Return the records, each one exactly as written.

EXERCISE INPUT:
•••
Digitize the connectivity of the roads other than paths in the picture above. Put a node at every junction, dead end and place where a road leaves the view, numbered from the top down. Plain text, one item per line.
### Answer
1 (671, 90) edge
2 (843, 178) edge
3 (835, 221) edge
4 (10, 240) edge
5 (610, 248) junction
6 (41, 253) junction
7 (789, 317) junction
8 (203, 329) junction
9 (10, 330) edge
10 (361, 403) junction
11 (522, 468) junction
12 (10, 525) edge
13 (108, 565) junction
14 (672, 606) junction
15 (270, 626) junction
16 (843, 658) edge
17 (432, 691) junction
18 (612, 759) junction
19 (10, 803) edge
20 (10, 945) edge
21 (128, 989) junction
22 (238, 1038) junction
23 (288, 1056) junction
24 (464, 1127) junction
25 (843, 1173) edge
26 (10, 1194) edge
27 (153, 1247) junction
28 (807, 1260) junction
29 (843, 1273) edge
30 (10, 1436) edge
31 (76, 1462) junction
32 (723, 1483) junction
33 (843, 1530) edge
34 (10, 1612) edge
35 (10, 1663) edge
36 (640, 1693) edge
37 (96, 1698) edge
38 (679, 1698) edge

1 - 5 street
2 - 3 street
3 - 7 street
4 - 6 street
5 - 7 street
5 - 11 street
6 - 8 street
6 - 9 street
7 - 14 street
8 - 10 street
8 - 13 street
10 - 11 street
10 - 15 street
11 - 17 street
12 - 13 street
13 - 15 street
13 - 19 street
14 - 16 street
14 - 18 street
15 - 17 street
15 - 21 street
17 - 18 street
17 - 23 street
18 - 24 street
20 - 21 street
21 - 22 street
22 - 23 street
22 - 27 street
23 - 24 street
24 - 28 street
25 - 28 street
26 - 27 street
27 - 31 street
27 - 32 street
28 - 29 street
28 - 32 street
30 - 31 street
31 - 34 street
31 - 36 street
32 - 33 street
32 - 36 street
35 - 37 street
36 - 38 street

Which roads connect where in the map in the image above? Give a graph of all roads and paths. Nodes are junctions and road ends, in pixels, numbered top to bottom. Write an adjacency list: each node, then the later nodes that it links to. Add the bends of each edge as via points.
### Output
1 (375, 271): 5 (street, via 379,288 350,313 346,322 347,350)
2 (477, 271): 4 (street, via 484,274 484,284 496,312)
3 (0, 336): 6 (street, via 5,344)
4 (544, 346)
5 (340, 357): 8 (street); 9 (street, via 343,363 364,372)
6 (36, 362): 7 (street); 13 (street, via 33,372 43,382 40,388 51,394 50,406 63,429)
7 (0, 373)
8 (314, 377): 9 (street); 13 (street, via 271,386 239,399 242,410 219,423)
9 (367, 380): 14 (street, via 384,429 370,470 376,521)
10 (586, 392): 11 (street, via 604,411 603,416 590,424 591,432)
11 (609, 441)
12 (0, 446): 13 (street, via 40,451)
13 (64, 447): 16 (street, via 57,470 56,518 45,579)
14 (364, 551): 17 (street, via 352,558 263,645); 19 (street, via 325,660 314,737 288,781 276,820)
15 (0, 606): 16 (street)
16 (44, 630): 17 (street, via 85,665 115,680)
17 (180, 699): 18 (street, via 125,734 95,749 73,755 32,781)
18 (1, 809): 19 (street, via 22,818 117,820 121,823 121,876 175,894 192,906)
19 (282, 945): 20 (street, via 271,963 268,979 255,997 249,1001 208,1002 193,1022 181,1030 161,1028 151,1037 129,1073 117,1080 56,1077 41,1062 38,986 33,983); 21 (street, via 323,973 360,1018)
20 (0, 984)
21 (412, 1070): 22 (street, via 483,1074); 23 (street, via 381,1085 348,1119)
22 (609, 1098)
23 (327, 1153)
•••
COMPLETED EXERCISE:
Digitize the connectivity of the roads other than paths in the picture above. Put a node at every junction, dead end and place where a road leaves the view, numbered from the top down. Plain text, one item per line.
### Answer
1 (671, 90) edge
2 (843, 178) edge
3 (835, 221) edge
4 (10, 240) edge
5 (610, 248) junction
6 (41, 253) junction
7 (789, 317) junction
8 (203, 329) junction
9 (10, 330) edge
10 (361, 403) junction
11 (522, 468) junction
12 (10, 525) edge
13 (108, 565) junction
14 (672, 606) junction
15 (270, 626) junction
16 (843, 658) edge
17 (432, 691) junction
18 (612, 759) junction
19 (10, 803) edge
20 (10, 945) edge
21 (128, 989) junction
22 (238, 1038) junction
23 (288, 1056) junction
24 (464, 1127) junction
25 (843, 1173) edge
26 (10, 1194) edge
27 (153, 1247) junction
28 (807, 1260) junction
29 (843, 1273) edge
30 (10, 1436) edge
31 (76, 1462) junction
32 (723, 1483) junction
33 (843, 1530) edge
34 (10, 1612) edge
35 (10, 1663) edge
36 (640, 1693) edge
37 (96, 1698) edge
38 (679, 1698) edge

1 - 5 street
2 - 3 street
3 - 7 street
4 - 6 street
5 - 7 street
5 - 11 street
6 - 8 street
6 - 9 street
7 - 14 street
8 - 10 street
8 - 13 street
10 - 11 street
10 - 15 street
11 - 17 street
12 - 13 street
13 - 15 street
13 - 19 street
14 - 16 street
14 - 18 street
15 - 17 street
15 - 21 street
17 - 18 street
17 - 23 street
18 - 24 street
20 - 21 street
21 - 22 street
22 - 23 street
22 - 27 street
23 - 24 street
24 - 28 street
25 - 28 street
26 - 27 street
27 - 31 street
27 - 32 street
28 - 29 street
28 - 32 street
30 - 31 street
31 - 34 street
31 - 36 street
32 - 33 street
32 - 36 street
35 - 37 street
36 - 38 street

Which roads connect where in the map in the image above? Give a graph of all roads and paths. Nodes are junctions and road ends, in pixels, numbered top to bottom. Write an adjacency list: each node, then the later nodes that it links to. Add the bends of each edge as via points.
### Output
1 (375, 271): 5 (street, via 379,288 350,313 346,322 347,350)
2 (477, 271): 4 (street, via 484,274 484,284 496,312)
3 (0, 336): 6 (street, via 5,344)
4 (544, 346)
5 (340, 357): 8 (street); 9 (street, via 343,363 364,372)
6 (36, 362): 7 (street); 13 (street, via 33,372 43,382 40,388 51,394 50,406 63,429)
7 (0, 373)
8 (314, 377): 9 (street); 13 (street, via 271,386 239,399 242,410 219,423)
9 (367, 380): 14 (street, via 384,429 370,470 376,521)
10 (586, 392): 11 (street, via 604,411 603,416 590,424 591,432)
11 (609, 441)
12 (0, 446): 13 (street, via 40,451)
13 (64, 447): 16 (street, via 57,470 56,518 45,579)
14 (364, 551): 17 (street, via 352,558 263,645); 19 (street, via 325,660 314,737 288,781 276,820)
15 (0, 606): 16 (street)
16 (44, 630): 17 (street, via 85,665 115,680)
17 (180, 699): 18 (street, via 125,734 95,749 73,755 32,781)
18 (1, 809): 19 (street, via 22,818 117,820 121,823 121,876 175,894 192,906)
19 (282, 945): 20 (street, via 271,963 268,979 255,997 249,1001 208,1002 193,1022 181,1030 161,1028 151,1037 129,1073 117,1080 56,1077 41,1062 38,986 33,983); 21 (street, via 323,973 360,1018)
20 (0, 984)
21 (412, 1070): 22 (street, via 483,1074); 23 (street, via 381,1085 348,1119)
22 (609, 1098)
23 (327, 1153)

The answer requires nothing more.